Aim of the exercise: In your copy, include every entry exactly as written but no pictures.

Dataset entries
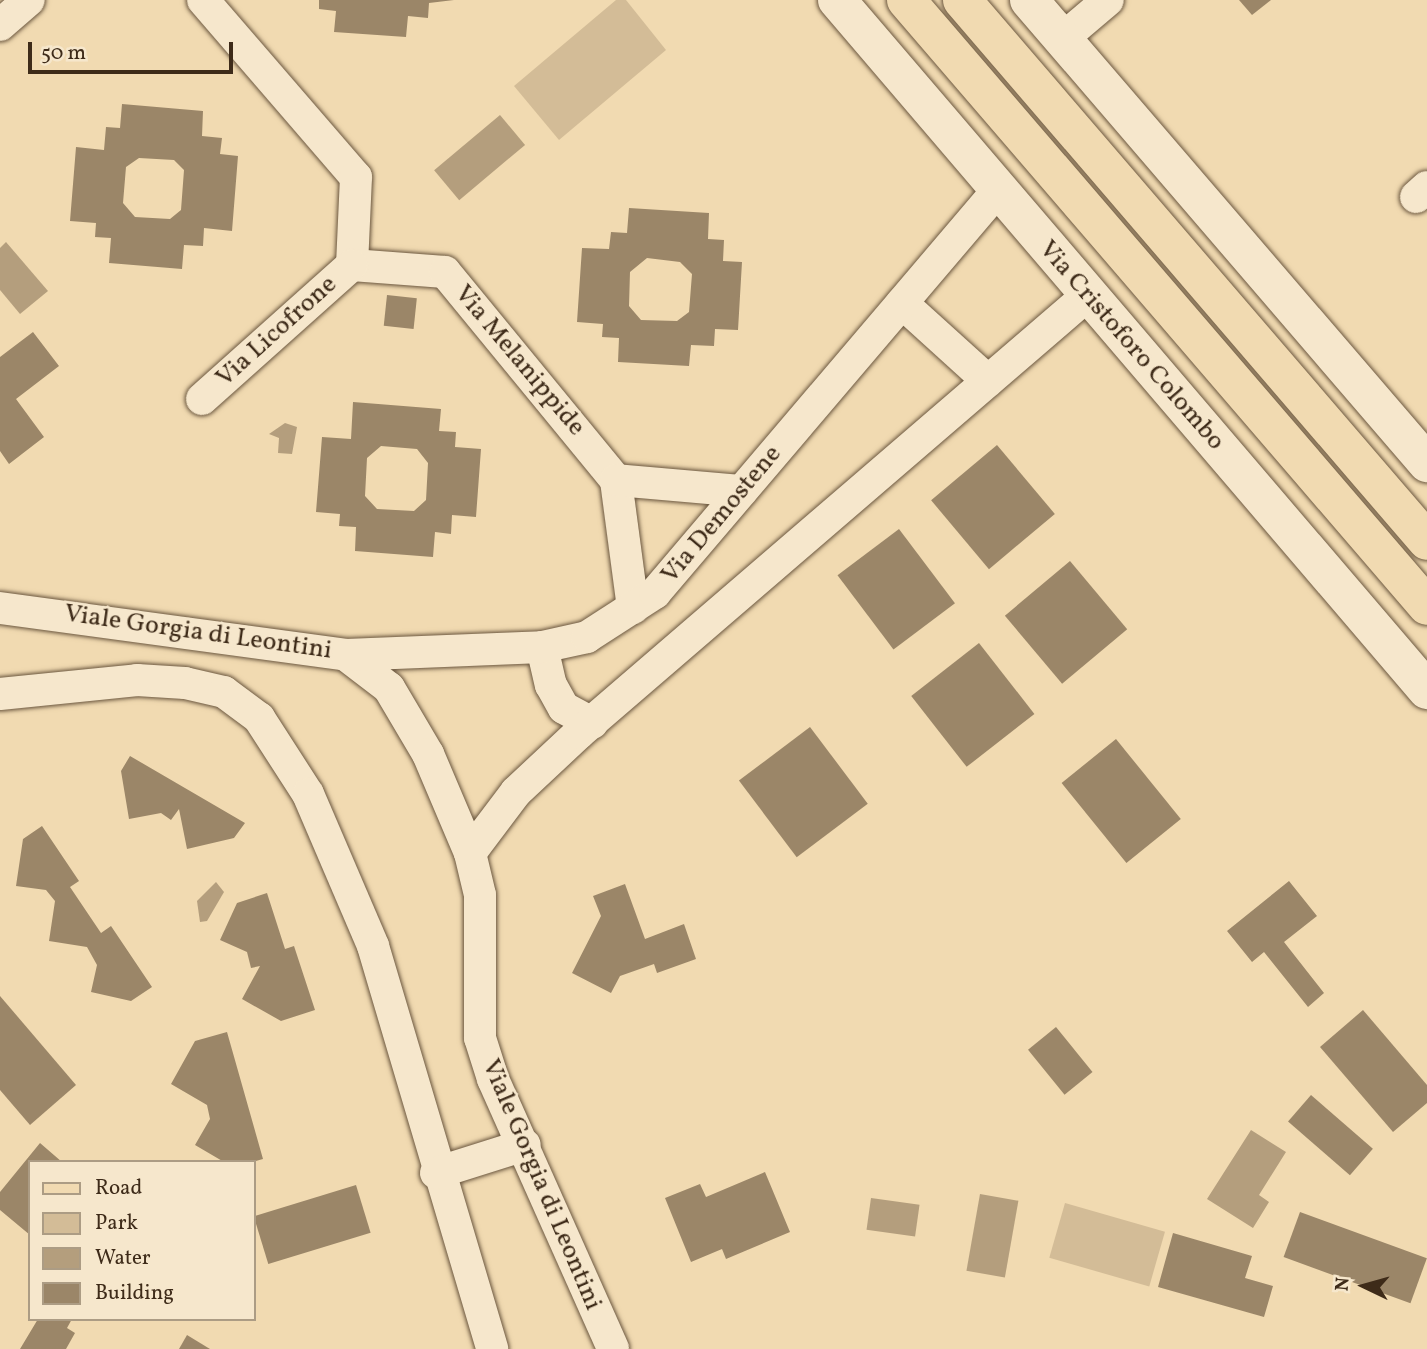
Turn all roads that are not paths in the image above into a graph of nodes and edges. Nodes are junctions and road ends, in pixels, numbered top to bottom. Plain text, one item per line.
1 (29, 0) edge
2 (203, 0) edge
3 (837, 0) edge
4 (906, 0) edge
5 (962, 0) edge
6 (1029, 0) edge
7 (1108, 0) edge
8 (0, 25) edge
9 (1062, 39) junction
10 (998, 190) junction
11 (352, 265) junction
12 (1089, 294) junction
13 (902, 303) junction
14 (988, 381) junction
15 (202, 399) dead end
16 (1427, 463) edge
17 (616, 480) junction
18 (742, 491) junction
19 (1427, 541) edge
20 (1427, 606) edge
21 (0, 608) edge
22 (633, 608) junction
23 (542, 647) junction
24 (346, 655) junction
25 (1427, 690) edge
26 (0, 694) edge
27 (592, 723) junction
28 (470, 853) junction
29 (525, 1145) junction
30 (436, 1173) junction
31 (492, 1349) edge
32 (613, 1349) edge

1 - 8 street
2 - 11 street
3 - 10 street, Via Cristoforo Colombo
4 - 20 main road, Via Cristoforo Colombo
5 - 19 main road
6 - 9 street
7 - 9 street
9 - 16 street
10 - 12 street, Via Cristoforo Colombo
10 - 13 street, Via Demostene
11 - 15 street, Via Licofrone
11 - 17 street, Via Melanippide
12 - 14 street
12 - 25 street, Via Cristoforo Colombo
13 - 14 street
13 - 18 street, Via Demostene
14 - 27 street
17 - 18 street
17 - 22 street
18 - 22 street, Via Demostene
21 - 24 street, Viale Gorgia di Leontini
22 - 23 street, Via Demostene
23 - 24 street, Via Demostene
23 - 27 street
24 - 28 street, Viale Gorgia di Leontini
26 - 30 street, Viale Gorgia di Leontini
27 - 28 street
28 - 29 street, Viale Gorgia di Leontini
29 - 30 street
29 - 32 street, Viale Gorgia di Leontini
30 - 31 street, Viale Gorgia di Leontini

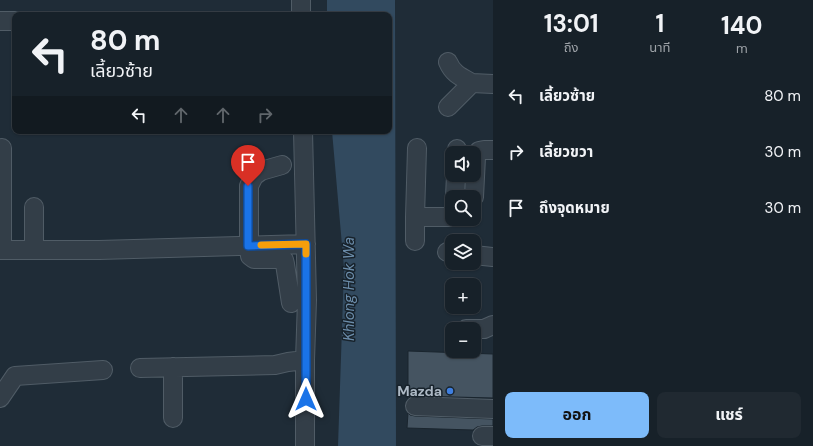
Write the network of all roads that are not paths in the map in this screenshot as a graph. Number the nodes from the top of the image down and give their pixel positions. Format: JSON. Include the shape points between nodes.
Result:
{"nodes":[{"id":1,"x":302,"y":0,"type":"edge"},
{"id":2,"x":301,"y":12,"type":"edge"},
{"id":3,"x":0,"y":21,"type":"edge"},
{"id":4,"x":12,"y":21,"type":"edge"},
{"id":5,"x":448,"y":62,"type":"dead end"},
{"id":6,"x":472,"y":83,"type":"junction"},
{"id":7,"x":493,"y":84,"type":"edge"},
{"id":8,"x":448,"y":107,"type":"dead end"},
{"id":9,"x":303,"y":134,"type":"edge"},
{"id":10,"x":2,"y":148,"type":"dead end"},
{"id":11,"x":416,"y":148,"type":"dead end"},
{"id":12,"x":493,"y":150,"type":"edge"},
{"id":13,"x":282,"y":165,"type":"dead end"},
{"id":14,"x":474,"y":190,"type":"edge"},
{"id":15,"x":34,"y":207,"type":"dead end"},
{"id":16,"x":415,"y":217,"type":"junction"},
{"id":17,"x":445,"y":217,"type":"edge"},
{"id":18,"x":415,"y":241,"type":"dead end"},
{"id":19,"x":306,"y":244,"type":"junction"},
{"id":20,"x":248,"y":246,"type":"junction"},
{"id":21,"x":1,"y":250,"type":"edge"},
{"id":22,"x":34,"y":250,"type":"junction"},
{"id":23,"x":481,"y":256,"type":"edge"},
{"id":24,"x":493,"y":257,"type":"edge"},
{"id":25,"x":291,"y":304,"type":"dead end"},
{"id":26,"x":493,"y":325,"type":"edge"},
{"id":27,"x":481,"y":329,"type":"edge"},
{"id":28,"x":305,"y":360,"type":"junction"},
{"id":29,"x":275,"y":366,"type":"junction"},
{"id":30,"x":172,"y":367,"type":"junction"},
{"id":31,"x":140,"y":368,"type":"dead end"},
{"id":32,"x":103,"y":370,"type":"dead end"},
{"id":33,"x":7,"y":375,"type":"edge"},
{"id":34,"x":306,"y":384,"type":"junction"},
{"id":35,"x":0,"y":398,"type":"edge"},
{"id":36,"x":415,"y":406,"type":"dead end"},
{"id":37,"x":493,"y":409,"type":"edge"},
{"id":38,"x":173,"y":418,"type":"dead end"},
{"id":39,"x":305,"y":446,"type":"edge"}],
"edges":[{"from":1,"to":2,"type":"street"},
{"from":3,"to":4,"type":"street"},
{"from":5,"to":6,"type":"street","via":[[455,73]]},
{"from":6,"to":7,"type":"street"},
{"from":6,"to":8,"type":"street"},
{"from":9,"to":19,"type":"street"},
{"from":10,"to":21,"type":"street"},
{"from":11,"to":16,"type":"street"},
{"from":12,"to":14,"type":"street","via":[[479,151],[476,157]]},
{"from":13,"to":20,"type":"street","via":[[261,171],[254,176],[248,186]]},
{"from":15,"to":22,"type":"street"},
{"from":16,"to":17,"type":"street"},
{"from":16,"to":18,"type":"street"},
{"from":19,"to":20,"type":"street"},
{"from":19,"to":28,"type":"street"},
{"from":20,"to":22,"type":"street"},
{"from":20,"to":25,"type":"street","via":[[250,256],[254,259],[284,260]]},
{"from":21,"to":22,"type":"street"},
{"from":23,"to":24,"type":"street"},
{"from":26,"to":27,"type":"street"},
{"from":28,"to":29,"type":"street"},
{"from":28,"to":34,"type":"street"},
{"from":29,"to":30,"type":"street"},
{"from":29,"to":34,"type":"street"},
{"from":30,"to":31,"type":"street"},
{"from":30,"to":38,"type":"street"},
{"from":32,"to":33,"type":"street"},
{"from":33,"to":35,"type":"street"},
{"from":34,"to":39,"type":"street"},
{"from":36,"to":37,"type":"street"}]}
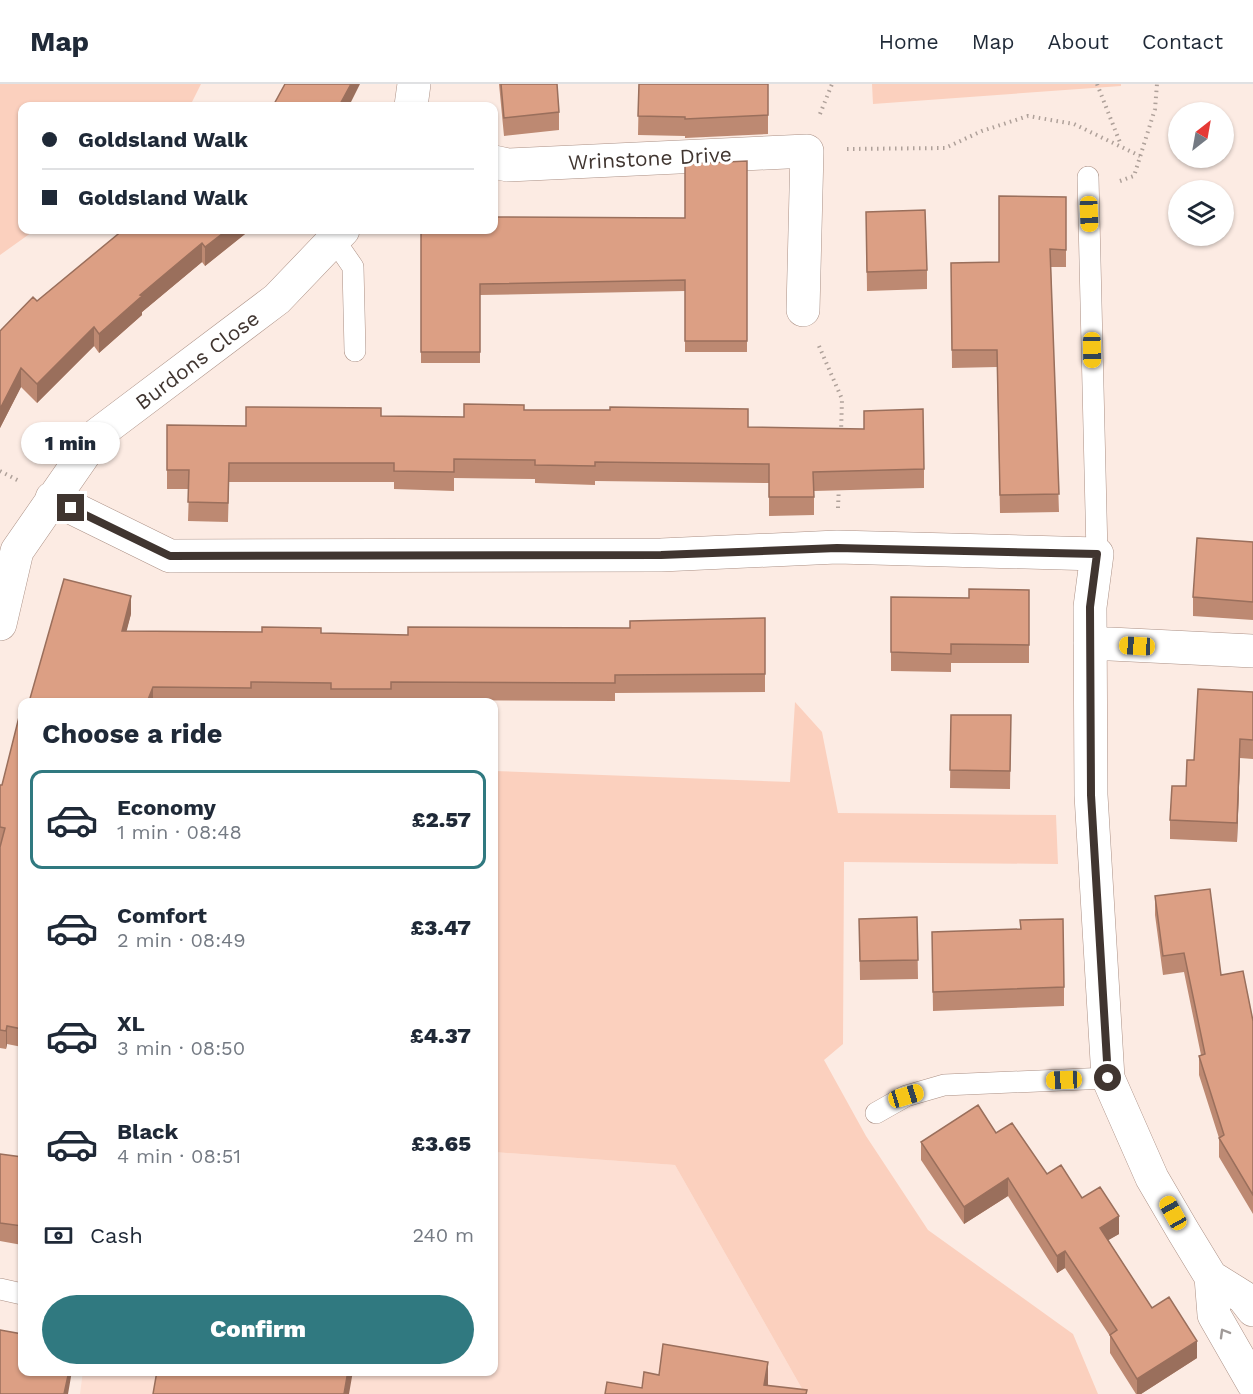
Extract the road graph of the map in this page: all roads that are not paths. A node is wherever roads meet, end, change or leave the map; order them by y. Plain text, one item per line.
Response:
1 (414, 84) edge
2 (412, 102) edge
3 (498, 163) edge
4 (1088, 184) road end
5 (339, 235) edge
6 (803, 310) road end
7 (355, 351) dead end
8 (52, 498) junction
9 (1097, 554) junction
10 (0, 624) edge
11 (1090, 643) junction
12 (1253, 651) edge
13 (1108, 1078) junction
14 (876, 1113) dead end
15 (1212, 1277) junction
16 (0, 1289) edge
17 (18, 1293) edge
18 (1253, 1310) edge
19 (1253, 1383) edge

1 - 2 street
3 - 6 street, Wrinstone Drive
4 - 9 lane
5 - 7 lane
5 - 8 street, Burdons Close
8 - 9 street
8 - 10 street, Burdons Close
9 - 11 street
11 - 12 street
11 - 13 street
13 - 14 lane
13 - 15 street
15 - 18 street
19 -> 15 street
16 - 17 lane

Answer to the exercise:
Turn all roads that are not paths in the image above into a graph of nodes and edges. Nodes are junctions and road ends, in pixels, numbered top to bottom. Plain text, one item per line.
1 (29, 0) edge
2 (203, 0) edge
3 (837, 0) edge
4 (906, 0) edge
5 (962, 0) edge
6 (1029, 0) edge
7 (1108, 0) edge
8 (0, 25) edge
9 (1062, 39) junction
10 (998, 190) junction
11 (352, 265) junction
12 (1089, 294) junction
13 (902, 303) junction
14 (988, 381) junction
15 (202, 399) dead end
16 (1427, 463) edge
17 (616, 480) junction
18 (742, 491) junction
19 (1427, 541) edge
20 (1427, 606) edge
21 (0, 608) edge
22 (633, 608) junction
23 (542, 647) junction
24 (346, 655) junction
25 (1427, 690) edge
26 (0, 694) edge
27 (592, 723) junction
28 (470, 853) junction
29 (525, 1145) junction
30 (436, 1173) junction
31 (492, 1349) edge
32 (613, 1349) edge

1 - 8 street
2 - 11 street
3 - 10 street, Via Cristoforo Colombo
4 - 20 main road, Via Cristoforo Colombo
5 - 19 main road
6 - 9 street
7 - 9 street
9 - 16 street
10 - 12 street, Via Cristoforo Colombo
10 - 13 street, Via Demostene
11 - 15 street, Via Licofrone
11 - 17 street, Via Melanippide
12 - 14 street
12 - 25 street, Via Cristoforo Colombo
13 - 14 street
13 - 18 street, Via Demostene
14 - 27 street
17 - 18 street
17 - 22 street
18 - 22 street, Via Demostene
21 - 24 street, Viale Gorgia di Leontini
22 - 23 street, Via Demostene
23 - 24 street, Via Demostene
23 - 27 street
24 - 28 street, Viale Gorgia di Leontini
26 - 30 street, Viale Gorgia di Leontini
27 - 28 street
28 - 29 street, Viale Gorgia di Leontini
29 - 30 street
29 - 32 street, Viale Gorgia di Leontini
30 - 31 street, Viale Gorgia di Leontini

Write the network of all roads that are not paths in the map in this screenshot as a graph. Number the nodes from the top of the image down and give their pixel positions. Format: JSON. Include the shape points between nodes.
Result:
{"nodes":[{"id":1,"x":302,"y":0,"type":"edge"},
{"id":2,"x":301,"y":12,"type":"edge"},
{"id":3,"x":0,"y":21,"type":"edge"},
{"id":4,"x":12,"y":21,"type":"edge"},
{"id":5,"x":448,"y":62,"type":"dead end"},
{"id":6,"x":472,"y":83,"type":"junction"},
{"id":7,"x":493,"y":84,"type":"edge"},
{"id":8,"x":448,"y":107,"type":"dead end"},
{"id":9,"x":303,"y":134,"type":"edge"},
{"id":10,"x":2,"y":148,"type":"dead end"},
{"id":11,"x":416,"y":148,"type":"dead end"},
{"id":12,"x":493,"y":150,"type":"edge"},
{"id":13,"x":282,"y":165,"type":"dead end"},
{"id":14,"x":474,"y":190,"type":"edge"},
{"id":15,"x":34,"y":207,"type":"dead end"},
{"id":16,"x":415,"y":217,"type":"junction"},
{"id":17,"x":445,"y":217,"type":"edge"},
{"id":18,"x":415,"y":241,"type":"dead end"},
{"id":19,"x":306,"y":244,"type":"junction"},
{"id":20,"x":248,"y":246,"type":"junction"},
{"id":21,"x":1,"y":250,"type":"edge"},
{"id":22,"x":34,"y":250,"type":"junction"},
{"id":23,"x":481,"y":256,"type":"edge"},
{"id":24,"x":493,"y":257,"type":"edge"},
{"id":25,"x":291,"y":304,"type":"dead end"},
{"id":26,"x":493,"y":325,"type":"edge"},
{"id":27,"x":481,"y":329,"type":"edge"},
{"id":28,"x":305,"y":360,"type":"junction"},
{"id":29,"x":275,"y":366,"type":"junction"},
{"id":30,"x":172,"y":367,"type":"junction"},
{"id":31,"x":140,"y":368,"type":"dead end"},
{"id":32,"x":103,"y":370,"type":"dead end"},
{"id":33,"x":7,"y":375,"type":"edge"},
{"id":34,"x":306,"y":384,"type":"junction"},
{"id":35,"x":0,"y":398,"type":"edge"},
{"id":36,"x":415,"y":406,"type":"dead end"},
{"id":37,"x":493,"y":409,"type":"edge"},
{"id":38,"x":173,"y":418,"type":"dead end"},
{"id":39,"x":305,"y":446,"type":"edge"}],
"edges":[{"from":1,"to":2,"type":"street"},
{"from":3,"to":4,"type":"street"},
{"from":5,"to":6,"type":"street","via":[[455,73]]},
{"from":6,"to":7,"type":"street"},
{"from":6,"to":8,"type":"street"},
{"from":9,"to":19,"type":"street"},
{"from":10,"to":21,"type":"street"},
{"from":11,"to":16,"type":"street"},
{"from":12,"to":14,"type":"street","via":[[479,151],[476,157]]},
{"from":13,"to":20,"type":"street","via":[[261,171],[254,176],[248,186]]},
{"from":15,"to":22,"type":"street"},
{"from":16,"to":17,"type":"street"},
{"from":16,"to":18,"type":"street"},
{"from":19,"to":20,"type":"street"},
{"from":19,"to":28,"type":"street"},
{"from":20,"to":22,"type":"street"},
{"from":20,"to":25,"type":"street","via":[[250,256],[254,259],[284,260]]},
{"from":21,"to":22,"type":"street"},
{"from":23,"to":24,"type":"street"},
{"from":26,"to":27,"type":"street"},
{"from":28,"to":29,"type":"street"},
{"from":28,"to":34,"type":"street"},
{"from":29,"to":30,"type":"street"},
{"from":29,"to":34,"type":"street"},
{"from":30,"to":31,"type":"street"},
{"from":30,"to":38,"type":"street"},
{"from":32,"to":33,"type":"street"},
{"from":33,"to":35,"type":"street"},
{"from":34,"to":39,"type":"street"},
{"from":36,"to":37,"type":"street"}]}
Extract the road graph of the map in this page: all roads that are not paths. A node is wherever roads meet, end, change or leave the map; order them by y. Plain text, one item per line.
Response:
1 (414, 84) edge
2 (412, 102) edge
3 (498, 163) edge
4 (1088, 184) road end
5 (339, 235) edge
6 (803, 310) road end
7 (355, 351) dead end
8 (52, 498) junction
9 (1097, 554) junction
10 (0, 624) edge
11 (1090, 643) junction
12 (1253, 651) edge
13 (1108, 1078) junction
14 (876, 1113) dead end
15 (1212, 1277) junction
16 (0, 1289) edge
17 (18, 1293) edge
18 (1253, 1310) edge
19 (1253, 1383) edge

1 - 2 street
3 - 6 street, Wrinstone Drive
4 - 9 lane
5 - 7 lane
5 - 8 street, Burdons Close
8 - 9 street
8 - 10 street, Burdons Close
9 - 11 street
11 - 12 street
11 - 13 street
13 - 14 lane
13 - 15 street
15 - 18 street
19 -> 15 street
16 - 17 lane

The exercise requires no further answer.